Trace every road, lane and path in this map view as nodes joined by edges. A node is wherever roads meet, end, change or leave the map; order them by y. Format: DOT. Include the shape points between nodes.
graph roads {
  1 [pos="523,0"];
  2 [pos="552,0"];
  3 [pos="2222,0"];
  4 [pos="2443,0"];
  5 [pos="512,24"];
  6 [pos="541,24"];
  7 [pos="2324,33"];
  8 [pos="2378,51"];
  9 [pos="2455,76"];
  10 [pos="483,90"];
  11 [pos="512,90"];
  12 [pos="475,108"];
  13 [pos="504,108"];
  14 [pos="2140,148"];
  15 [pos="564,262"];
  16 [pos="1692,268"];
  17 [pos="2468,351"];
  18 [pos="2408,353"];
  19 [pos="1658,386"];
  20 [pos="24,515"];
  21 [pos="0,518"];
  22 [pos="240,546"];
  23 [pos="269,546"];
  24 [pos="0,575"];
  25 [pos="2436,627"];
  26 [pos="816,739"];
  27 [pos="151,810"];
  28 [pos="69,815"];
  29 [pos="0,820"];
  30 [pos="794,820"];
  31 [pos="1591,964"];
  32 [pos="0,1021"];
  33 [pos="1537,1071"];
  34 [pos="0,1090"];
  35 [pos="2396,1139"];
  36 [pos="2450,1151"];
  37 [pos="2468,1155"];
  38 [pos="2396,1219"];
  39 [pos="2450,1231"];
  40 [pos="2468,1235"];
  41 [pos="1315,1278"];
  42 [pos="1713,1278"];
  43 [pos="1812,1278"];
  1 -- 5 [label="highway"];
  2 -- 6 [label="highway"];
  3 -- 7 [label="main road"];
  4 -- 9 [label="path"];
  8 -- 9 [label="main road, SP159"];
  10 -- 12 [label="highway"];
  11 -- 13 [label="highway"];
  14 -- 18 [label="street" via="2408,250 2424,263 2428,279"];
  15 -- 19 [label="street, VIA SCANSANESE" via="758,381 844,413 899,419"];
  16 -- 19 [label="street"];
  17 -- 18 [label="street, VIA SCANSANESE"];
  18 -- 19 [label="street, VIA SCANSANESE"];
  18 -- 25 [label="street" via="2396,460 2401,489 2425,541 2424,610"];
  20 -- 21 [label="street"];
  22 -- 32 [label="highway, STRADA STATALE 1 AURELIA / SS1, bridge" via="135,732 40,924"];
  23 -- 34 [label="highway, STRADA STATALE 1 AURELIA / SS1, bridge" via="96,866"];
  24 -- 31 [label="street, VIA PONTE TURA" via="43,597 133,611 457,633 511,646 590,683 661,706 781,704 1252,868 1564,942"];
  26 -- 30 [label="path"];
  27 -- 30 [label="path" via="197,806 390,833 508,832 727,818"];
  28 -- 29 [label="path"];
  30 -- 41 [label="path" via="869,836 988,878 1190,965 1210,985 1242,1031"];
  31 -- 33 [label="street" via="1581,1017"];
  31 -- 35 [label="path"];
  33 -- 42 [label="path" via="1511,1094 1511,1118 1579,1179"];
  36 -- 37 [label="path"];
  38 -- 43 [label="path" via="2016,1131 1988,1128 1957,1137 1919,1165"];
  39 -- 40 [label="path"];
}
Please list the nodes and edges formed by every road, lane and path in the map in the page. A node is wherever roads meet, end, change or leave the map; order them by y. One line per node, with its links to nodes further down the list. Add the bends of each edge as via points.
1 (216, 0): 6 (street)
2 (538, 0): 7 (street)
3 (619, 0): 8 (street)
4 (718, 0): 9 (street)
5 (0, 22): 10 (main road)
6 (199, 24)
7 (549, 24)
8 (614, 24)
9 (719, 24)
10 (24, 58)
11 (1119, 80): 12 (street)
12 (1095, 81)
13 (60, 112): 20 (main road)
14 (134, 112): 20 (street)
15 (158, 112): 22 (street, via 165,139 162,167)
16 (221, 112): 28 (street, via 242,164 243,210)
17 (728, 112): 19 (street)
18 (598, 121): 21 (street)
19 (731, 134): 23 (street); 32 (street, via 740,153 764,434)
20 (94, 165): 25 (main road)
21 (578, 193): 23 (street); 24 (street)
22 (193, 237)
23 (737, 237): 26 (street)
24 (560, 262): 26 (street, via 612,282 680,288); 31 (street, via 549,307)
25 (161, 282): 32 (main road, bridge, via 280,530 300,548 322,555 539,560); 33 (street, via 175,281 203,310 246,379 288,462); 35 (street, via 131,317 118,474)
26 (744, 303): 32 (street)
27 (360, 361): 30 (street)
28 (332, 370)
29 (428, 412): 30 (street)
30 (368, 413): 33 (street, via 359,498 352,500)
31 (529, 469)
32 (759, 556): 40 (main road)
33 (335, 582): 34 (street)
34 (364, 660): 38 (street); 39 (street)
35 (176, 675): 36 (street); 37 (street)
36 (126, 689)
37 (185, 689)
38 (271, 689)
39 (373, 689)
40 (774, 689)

* Task brief
Whatever appears in the lines above should be copied exactly.

* Result of the task
Trace every road, lane and path in this map view as nodes joined by edges. A node is wherever roads meet, end, change or leave the map; order them by y. Format: DOT. Include the shape points between nodes.
graph roads {
  1 [pos="523,0"];
  2 [pos="552,0"];
  3 [pos="2222,0"];
  4 [pos="2443,0"];
  5 [pos="512,24"];
  6 [pos="541,24"];
  7 [pos="2324,33"];
  8 [pos="2378,51"];
  9 [pos="2455,76"];
  10 [pos="483,90"];
  11 [pos="512,90"];
  12 [pos="475,108"];
  13 [pos="504,108"];
  14 [pos="2140,148"];
  15 [pos="564,262"];
  16 [pos="1692,268"];
  17 [pos="2468,351"];
  18 [pos="2408,353"];
  19 [pos="1658,386"];
  20 [pos="24,515"];
  21 [pos="0,518"];
  22 [pos="240,546"];
  23 [pos="269,546"];
  24 [pos="0,575"];
  25 [pos="2436,627"];
  26 [pos="816,739"];
  27 [pos="151,810"];
  28 [pos="69,815"];
  29 [pos="0,820"];
  30 [pos="794,820"];
  31 [pos="1591,964"];
  32 [pos="0,1021"];
  33 [pos="1537,1071"];
  34 [pos="0,1090"];
  35 [pos="2396,1139"];
  36 [pos="2450,1151"];
  37 [pos="2468,1155"];
  38 [pos="2396,1219"];
  39 [pos="2450,1231"];
  40 [pos="2468,1235"];
  41 [pos="1315,1278"];
  42 [pos="1713,1278"];
  43 [pos="1812,1278"];
  1 -- 5 [label="highway"];
  2 -- 6 [label="highway"];
  3 -- 7 [label="main road"];
  4 -- 9 [label="path"];
  8 -- 9 [label="main road, SP159"];
  10 -- 12 [label="highway"];
  11 -- 13 [label="highway"];
  14 -- 18 [label="street" via="2408,250 2424,263 2428,279"];
  15 -- 19 [label="street, VIA SCANSANESE" via="758,381 844,413 899,419"];
  16 -- 19 [label="street"];
  17 -- 18 [label="street, VIA SCANSANESE"];
  18 -- 19 [label="street, VIA SCANSANESE"];
  18 -- 25 [label="street" via="2396,460 2401,489 2425,541 2424,610"];
  20 -- 21 [label="street"];
  22 -- 32 [label="highway, STRADA STATALE 1 AURELIA / SS1, bridge" via="135,732 40,924"];
  23 -- 34 [label="highway, STRADA STATALE 1 AURELIA / SS1, bridge" via="96,866"];
  24 -- 31 [label="street, VIA PONTE TURA" via="43,597 133,611 457,633 511,646 590,683 661,706 781,704 1252,868 1564,942"];
  26 -- 30 [label="path"];
  27 -- 30 [label="path" via="197,806 390,833 508,832 727,818"];
  28 -- 29 [label="path"];
  30 -- 41 [label="path" via="869,836 988,878 1190,965 1210,985 1242,1031"];
  31 -- 33 [label="street" via="1581,1017"];
  31 -- 35 [label="path"];
  33 -- 42 [label="path" via="1511,1094 1511,1118 1579,1179"];
  36 -- 37 [label="path"];
  38 -- 43 [label="path" via="2016,1131 1988,1128 1957,1137 1919,1165"];
  39 -- 40 [label="path"];
}
Please list the nodes and edges formed by every road, lane and path in the map in the page. A node is wherever roads meet, end, change or leave the map; order them by y. One line per node, with its links to nodes further down the list. Add the bends of each edge as via points.
1 (216, 0): 6 (street)
2 (538, 0): 7 (street)
3 (619, 0): 8 (street)
4 (718, 0): 9 (street)
5 (0, 22): 10 (main road)
6 (199, 24)
7 (549, 24)
8 (614, 24)
9 (719, 24)
10 (24, 58)
11 (1119, 80): 12 (street)
12 (1095, 81)
13 (60, 112): 20 (main road)
14 (134, 112): 20 (street)
15 (158, 112): 22 (street, via 165,139 162,167)
16 (221, 112): 28 (street, via 242,164 243,210)
17 (728, 112): 19 (street)
18 (598, 121): 21 (street)
19 (731, 134): 23 (street); 32 (street, via 740,153 764,434)
20 (94, 165): 25 (main road)
21 (578, 193): 23 (street); 24 (street)
22 (193, 237)
23 (737, 237): 26 (street)
24 (560, 262): 26 (street, via 612,282 680,288); 31 (street, via 549,307)
25 (161, 282): 32 (main road, bridge, via 280,530 300,548 322,555 539,560); 33 (street, via 175,281 203,310 246,379 288,462); 35 (street, via 131,317 118,474)
26 (744, 303): 32 (street)
27 (360, 361): 30 (street)
28 (332, 370)
29 (428, 412): 30 (street)
30 (368, 413): 33 (street, via 359,498 352,500)
31 (529, 469)
32 (759, 556): 40 (main road)
33 (335, 582): 34 (street)
34 (364, 660): 38 (street); 39 (street)
35 (176, 675): 36 (street); 37 (street)
36 (126, 689)
37 (185, 689)
38 (271, 689)
39 (373, 689)
40 (774, 689)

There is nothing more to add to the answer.